The search for the infallible oracle goes on, but as for its polar opposite, I’m happy to anoint a winner. Niall Ferguson—armchair economist, sometime historian, and full-time television personality—has turned being wrong into a powerful brand, not to mention professorships at Harvard, Stanford and Oxford.

A short list of Ferguson’s more famous goofs would have to include:

  • Enthusiastic advocacy of the Iraq war and, afterwards, of a prolonged US occupation.
  • His 2007 prediction that the subprime crisis “does not portend the implosion of an equity market bubble”
  • His 2009 prediction that the government’s fiscal stimulus would drive up interest rates
  • Last year’s assurancesthat “austerity works.” Though Ferguson’s perfectly awful forecasting record may be in jeopardy, because he may be right that it will work in America just as well as it’s worked in Europe.

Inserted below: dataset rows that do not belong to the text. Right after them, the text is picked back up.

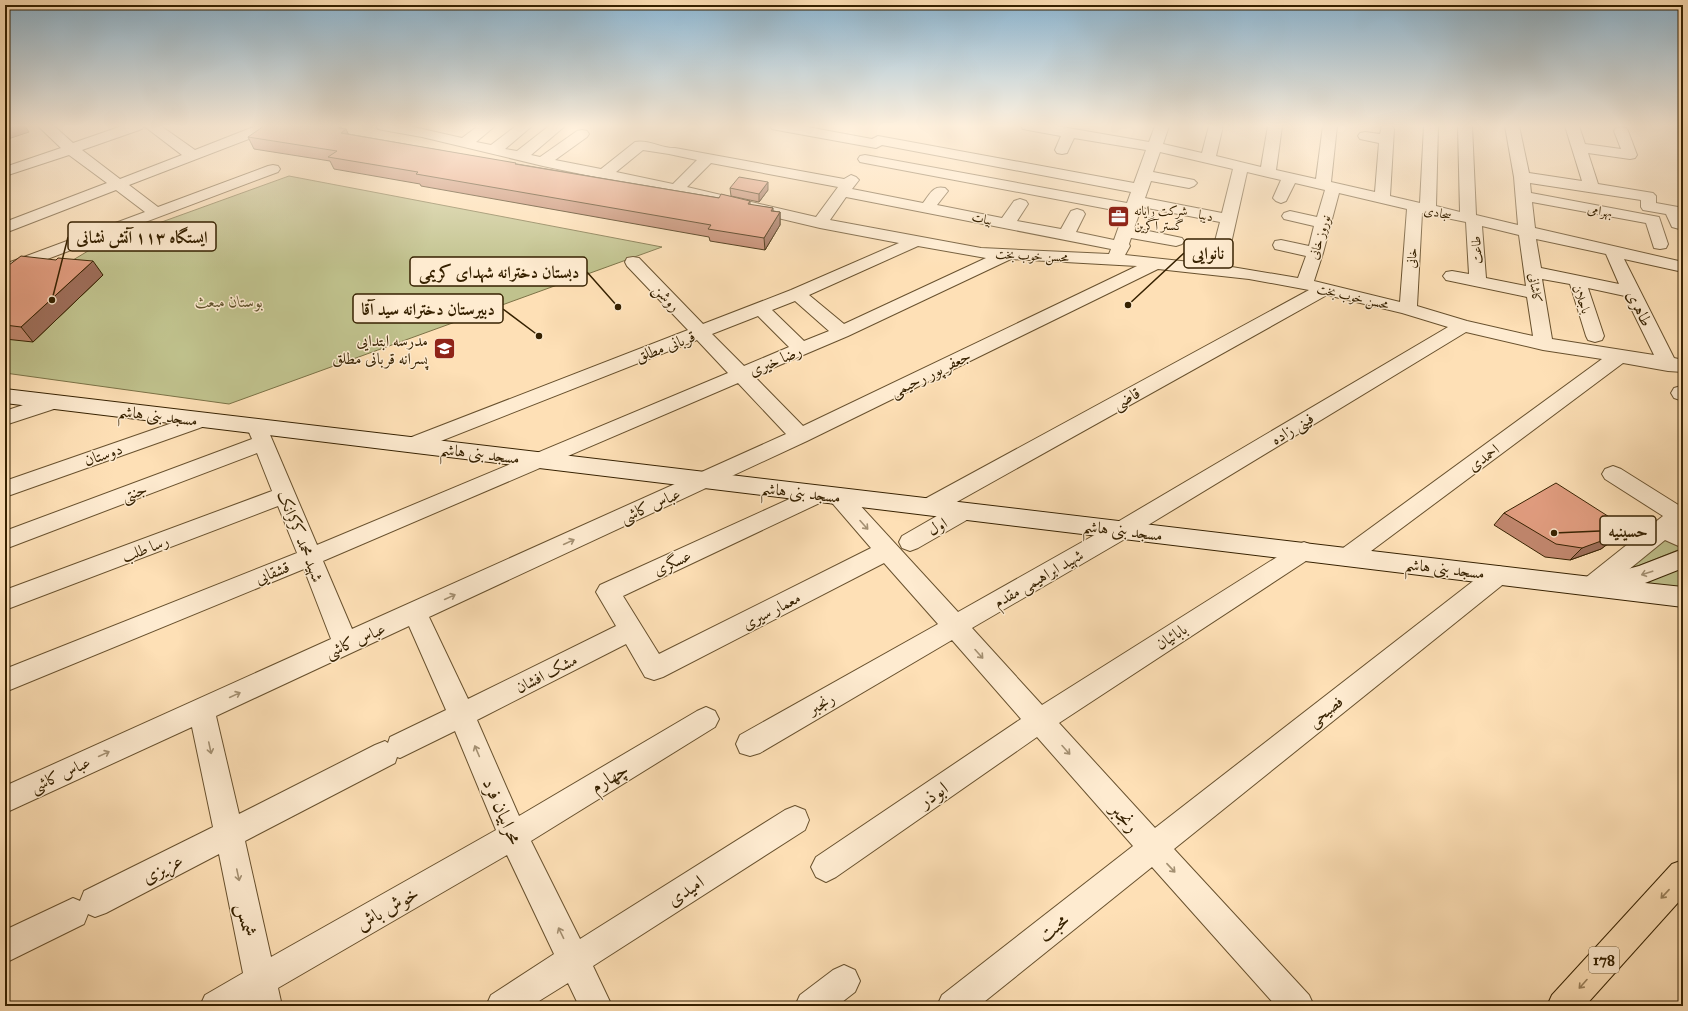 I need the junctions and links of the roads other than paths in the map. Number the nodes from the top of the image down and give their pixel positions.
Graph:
1 (103, 173) edge
2 (150, 173) edge
3 (262, 173) edge
4 (601, 173) edge
5 (693, 173) edge
6 (777, 173) edge
7 (855, 173) edge
8 (976, 173) edge
9 (1069, 173) edge
10 (1146, 173) edge
11 (1239, 173) edge
12 (1268, 173) edge
13 (1328, 173) edge
14 (1384, 173) edge
15 (1426, 173) edge
16 (1468, 173) edge
17 (1521, 173) edge
18 (1589, 173) edge
19 (605, 174) joint
20 (1522, 177) junction
21 (1290, 178) junction
22 (1591, 179) junction
23 (1189, 184) dead end
24 (119, 185) junction
25 (1328, 187) junction
26 (845, 188) junction
27 (1627, 189) dead end
28 (676, 190) junction
29 (940, 191) dead end
30 (1139, 194) junction
31 (1524, 196) junction
32 (1281, 198) dead end
33 (1382, 199) junction
34 (1020, 204) dead end
35 (928, 207) junction
36 (1422, 208) junction
37 (1588, 208) junction
38 (156, 213) junction
39 (1077, 214) dead end
40 (1290, 216) dead end
41 (1229, 219) junction
42 (1471, 219) junction
43 (820, 223) junction
44 (1324, 223) junction
45 (1007, 224) junction
46 (1596, 225) dead end
47 (1680, 225) edge
48 (5, 228) edge
49 (1527, 232) junction
50 (1066, 235) junction
51 (916, 241) junction
52 (1176, 241) dead end
53 (1660, 244) dead end
54 (1122, 246) junction
55 (1281, 246) dead end
56 (1613, 251) junction
57 (1008, 254) junction
58 (1315, 254) junction
59 (633, 262) dead end
60 (1155, 264) junction
61 (5, 270) edge
62 (1682, 270) edge
63 (1216, 271) junction
64 (1533, 272) junction
65 (1452, 276) dead end
66 (1577, 280) junction
67 (1478, 281) junction
68 (1304, 284) junction
69 (1323, 290) junction
70 (1632, 292) junction
71 (1536, 293) junction
72 (797, 294) junction
73 (760, 308) junction
74 (1408, 309) junction
75 (1463, 326) junction
76 (700, 332) junction
77 (842, 332) junction
78 (1595, 336) dead end
79 (1544, 344) junction
80 (801, 349) junction
81 (1618, 357) junction
82 (1676, 366) edge
83 (741, 374) junction
84 (7, 397) edge
85 (53, 402) junction
86 (5, 418) edge
87 (201, 420) junction
88 (260, 435) junction
89 (800, 436) junction
90 (411, 445) junction
91 (539, 460) junction
92 (1613, 474) dead end
93 (705, 480) junction
94 (5, 489) edge
95 (284, 495) junction
96 (828, 495) junction
97 (929, 507) junction
98 (964, 511) junction
99 (1677, 524) edge
100 (1122, 530) junction
101 (5, 540) edge
102 (899, 546) junction
103 (1304, 551) junction
104 (310, 557) junction
105 (1347, 557) junction
106 (1683, 558) edge
107 (1498, 575) junction
108 (1592, 586) junction
109 (1683, 597) edge
110 (5, 600) edge
111 (415, 613) junction
112 (954, 626) junction
113 (631, 630) junction
114 (346, 644) junction
115 (654, 669) joint
116 (5, 681) edge
117 (202, 710) junction
118 (462, 715) junction
119 (706, 719) dead end
120 (1039, 721) junction
121 (750, 744) dead end
122 (5, 800) edge
123 (795, 820) dead end
124 (229, 834) junction
125 (513, 836) junction
126 (1152, 847) junction
127 (826, 867) dead end
128 (1683, 874) edge
129 (5, 947) edge
130 (575, 961) junction
131 (844, 981) dead end
132 (263, 994) edge
133 (216, 1006) edge
134 (502, 1006) edge
135 (596, 1006) edge
136 (811, 1006) edge
137 (953, 1006) edge
138 (1298, 1006) edge
139 (1563, 1006) edge

1 - 24 street
2 - 24 street
3 - 38 street
4 - 19 street, محسن خوب بخت
5 - 28 street
6 - 26 street, بیات
7 - 26 street
8 - 30 street
9 - 30 street
10 - 30 street
11 - 41 street
12 - 21 street, سجادی
13 - 25 street, نوروز خانی
14 - 33 street
15 - 36 street, خانی
16 - 42 street, طاعت
17 - 20 street, کاشانی
18 - 22 street
19 - 28 street, محسن خوب بخت
20 - 22 street
20 - 31 street, کاشانی
21 - 25 street, سجادی
21 - 32 street
22 - 27 street
22 - 47 street
23 - 30 street
24 - 38 street
24 - 48 street
25 - 33 street, سجادی
25 - 44 street, نوروز خانی
26 - 35 street, بیات
26 - 43 street
28 - 43 street, محسن خوب بخت
29 - 35 street
30 - 41 street, دیبا
30 - 54 street
31 - 37 street, بهرامی
31 - 49 street, کاشانی
33 - 36 street, سجادی
34 - 45 street
35 - 45 street, بیات
36 - 42 street, سجادی
36 - 74 street, خانی
37 - 46 street
37 - 53 street, بهرامی
38 - 61 street
39 - 50 street
40 - 44 street
41 - 63 street
42 - 49 street, سجادی
42 - 67 street, طاعت
43 - 51 street, محسن خوب بخت
44 - 58 street, نوروز خانی
45 - 50 street, بیات
49 - 56 street, سجادی
49 - 64 street, کاشانی
50 - 54 street, بیات
51 - 57 street, محسن خوب بخت
51 - 72 street, قربانی مطلق
52 - 54 street
54 - 57 street, محسن خوب بخت
54 - 60 street, محسن خوب بخت
55 - 58 street
56 - 62 street, سجادی
56 - 70 street, طاهری
57 - 77 street, رضا خیری
58 - 68 street, نوروز خانی
59 - 76 street, روشن
60 - 63 street, محسن خوب بخت
60 - 89 street, جعفر پور رحیمی
63 - 68 street, محسن خوب بخت
64 - 66 street, باجلان
64 - 71 street, کاشانی
65 - 67 street
66 - 70 street
66 - 78 street, باجلان
67 - 71 street
68 - 69 street, محسن خوب بخت
69 - 74 street, محسن خوب بخت
69 - 97 street, قاضی
70 - 82 street, طاهری
71 - 79 street, کاشانی
72 - 73 street, قربانی مطلق
72 - 77 street
73 - 76 street, قربانی مطلق
73 - 80 street
74 - 75 street, محسن خوب بخت
75 - 79 street, محسن خوب بخت
75 - 100 street, فینی زاده
76 - 83 street, روشن
76 - 90 street, قربانی مطلق
77 - 80 street, رضا خیری
79 - 81 street, محسن خوب بخت
80 - 83 street, رضا خیری
81 - 82 street, محسن خوب بخت
81 - 105 street, احمدی
83 - 89 street, روشن
83 - 91 street, رضا خیری
84 - 85 street, مسجد بنی هاشم
85 - 86 street
85 - 87 street, مسجد بنی هاشم
87 - 88 street, مسجد بنی هاشم
87 - 94 street, دوستان
88 - 90 street, مسجد بنی هاشم
88 - 95 street, شهید محمد کرکرانک
88 - 101 street, جنتی
89 - 93 street, جعفر پور رحیمی
90 - 91 street, مسجد بنی هاشم
91 - 93 street, مسجد بنی هاشم
91 - 104 street, قشقایی
92 - 99 street
93 - 96 street, مسجد بنی هاشم
111 -> 93 street, عباس کاشی
95 - 104 street, شهید محمد کرکرانک
95 - 110 street, رسا طلب
96 - 97 street, مسجد بنی هاشم
96 -> 102 street, رنجبر
96 - 113 street, عسگری
97 - 98 street, مسجد بنی هاشم
98 - 100 street, مسجد بنی هاشم
98 - 102 street, اول
99 - 108 street
100 - 103 street, مسجد بنی هاشم
100 - 112 street, شهید ابراهیمی مقدم
102 - 112 street, رنجبر
102 - 115 street, معمار سیری
103 - 105 street, مسجد بنی هاشم
103 - 120 street, بابائیان
104 - 114 street, شهید محمد کرکرانک
104 - 116 street, قشقایی
105 - 107 street, مسجد بنی هاشم
106 -> 108 street, مسجد بنی هاشم
107 - 108 street, مسجد بنی هاشم
107 - 126 street, فصیحی
108 - 109 street, مسجد بنی هاشم
111 - 114 street, عباس کاشی
111 - 118 street, محرابیان فرد
112 -> 120 street, رنجبر
112 - 121 street, رنجبر
113 - 115 street, عسگری
113 - 118 street, مشک افشان
117 -> 114 street, عباس کاشی
122 -> 117 street, عباس کاشی
117 -> 124 street, شمس
118 - 124 street
125 -> 118 street, محرابیان فرد
119 - 125 street, چهارم
120 -> 126 street, رنجبر
120 - 127 street, ابوذر
123 - 130 street, امیدی
124 - 129 street, عزیزی
124 -> 132 street, شمس
130 -> 125 street, محرابیان فرد
125 - 132 street, خوش باش
126 - 137 street, محبت
126 -> 138 street, رنجبر
128 -> 139 main road, 178
130 - 134 street, امیدی
130 - 135 street, محرابیان فرد
131 - 136 street
132 - 133 street, خوش باش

So it was terrifying to read in this week’s Barron’s that Ferguson believes we’re in danger of devolving into a risk-averse welfare state. Terrifying because, based on Ferguson’s demonstrated track record, this can only portend a risk-addled corporate kleptocracy.

Others might seize on news items like Apple’s (AAPL) tax-optimization strategies while millions of US children live in poverty to conclude that we’re in fact a lot closer to Ferguson’s preferred state of affairs, capably described by Dickens and Hobbes, than to the socialist dystopia he so fears.

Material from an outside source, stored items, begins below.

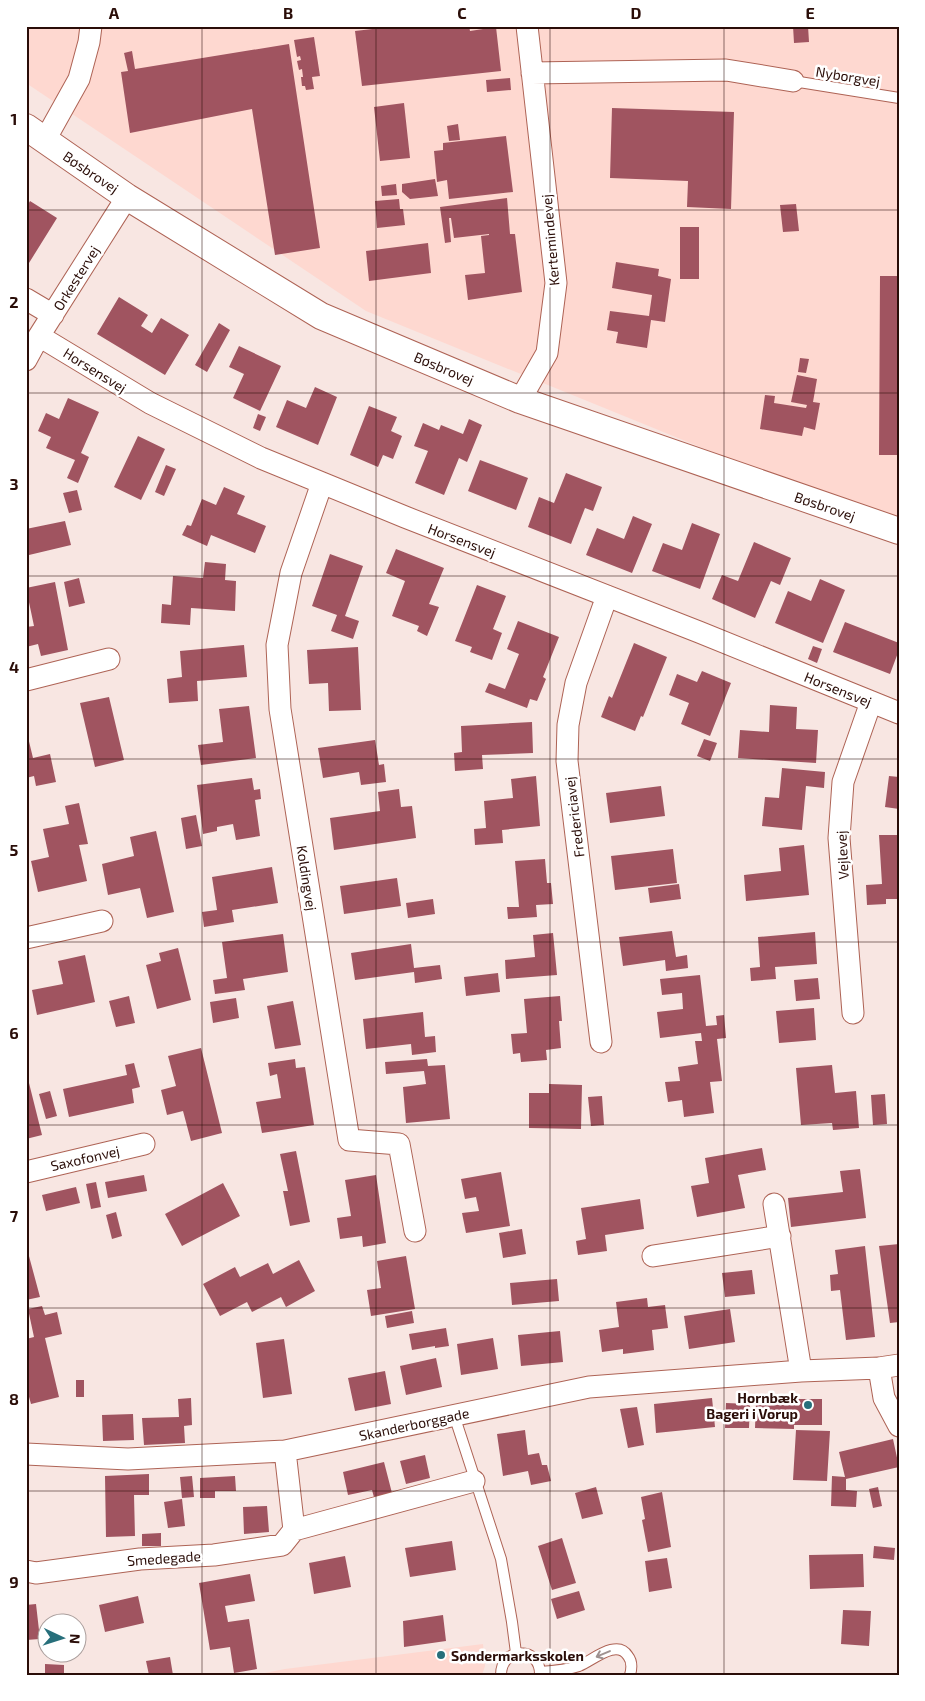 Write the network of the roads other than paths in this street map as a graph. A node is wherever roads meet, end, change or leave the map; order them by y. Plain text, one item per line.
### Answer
1 (91, 26) edge
2 (527, 26) edge
3 (532, 73) junction
4 (793, 81) joint
5 (899, 98) edge
6 (36, 134) edge
7 (127, 197) junction
8 (26, 299) edge
9 (53, 315) junction
10 (39, 336) junction
11 (26, 360) edge
12 (520, 400) junction
13 (322, 483) junction
14 (899, 531) edge
15 (607, 596) junction
16 (109, 659) dead end
17 (26, 680) edge
18 (871, 702) junction
19 (899, 713) edge
20 (102, 920) dead end
21 (26, 938) edge
22 (853, 1013) dead end
23 (601, 1042) dead end
24 (144, 1144) dead end
25 (26, 1172) edge
26 (774, 1204) dead end
27 (415, 1231) dead end
28 (780, 1236) junction
29 (653, 1256) dead end
30 (889, 1367) edge
31 (801, 1371) junction
32 (454, 1415) junction
33 (899, 1426) edge
34 (285, 1451) junction
35 (26, 1454) edge
36 (474, 1480) junction
37 (294, 1530) junction
38 (26, 1571) edge
39 (516, 1653) junction
40 (540, 1673) edge
41 (500, 1675) edge
42 (630, 1675) edge

1 - 6 street
2 - 3 street, Kertemindevej
3 - 4 street
3 - 12 street, Kertemindevej
4 - 5 lane, Nyborgvej
6 - 7 street, Bøsbrovej
7 - 9 street, Orkestervej
7 - 12 street, Bøsbrovej
8 - 9 street
9 - 10 street, Orkestervej
10 - 11 street, Orkestervej
10 - 13 street, Horsensvej
12 - 14 street, Bøsbrovej
13 - 15 street, Horsensvej
13 - 27 street, Koldingvej
15 - 18 street, Horsensvej
15 - 23 street, Fredericiavej
16 - 17 street
18 - 19 street, Horsensvej
18 - 22 street, Vejlevej
20 - 21 street
24 - 25 street, Saxofonvej
26 - 28 street
28 - 29 street
28 - 31 street
30 - 31 street, Skanderborggade
30 - 33 street
31 - 32 street, Skanderborggade
32 - 34 street, Skanderborggade
32 - 36 lane
34 - 35 street, Skanderborggade
34 - 37 street
36 - 37 street, Smedegade
36 - 39 lane
37 - 38 street, Smedegade
39 - 40 lane
39 - 41 lane
42 -> 40 lane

But I’m not one to so easily dismiss a noted neo-something celebrity. I would rather sift Ferguson’s soundbytes for grains of logic and fact, so as to learn how he’s managed to be so consistently wrong about so many things.

So: Ferguson tells Barron’s the US has become a less attractive destination for investors because its legal system, regulatory climate, and institutions have diminished in quality over time and relative to international rivals.

But while he seems to hold up the “rule of law” as a positive, he seems to think that it should not require lawyers. The international competitors he mentions, Hong Kong and Germany, patently benefit from heavier regulation than is exercised in the US.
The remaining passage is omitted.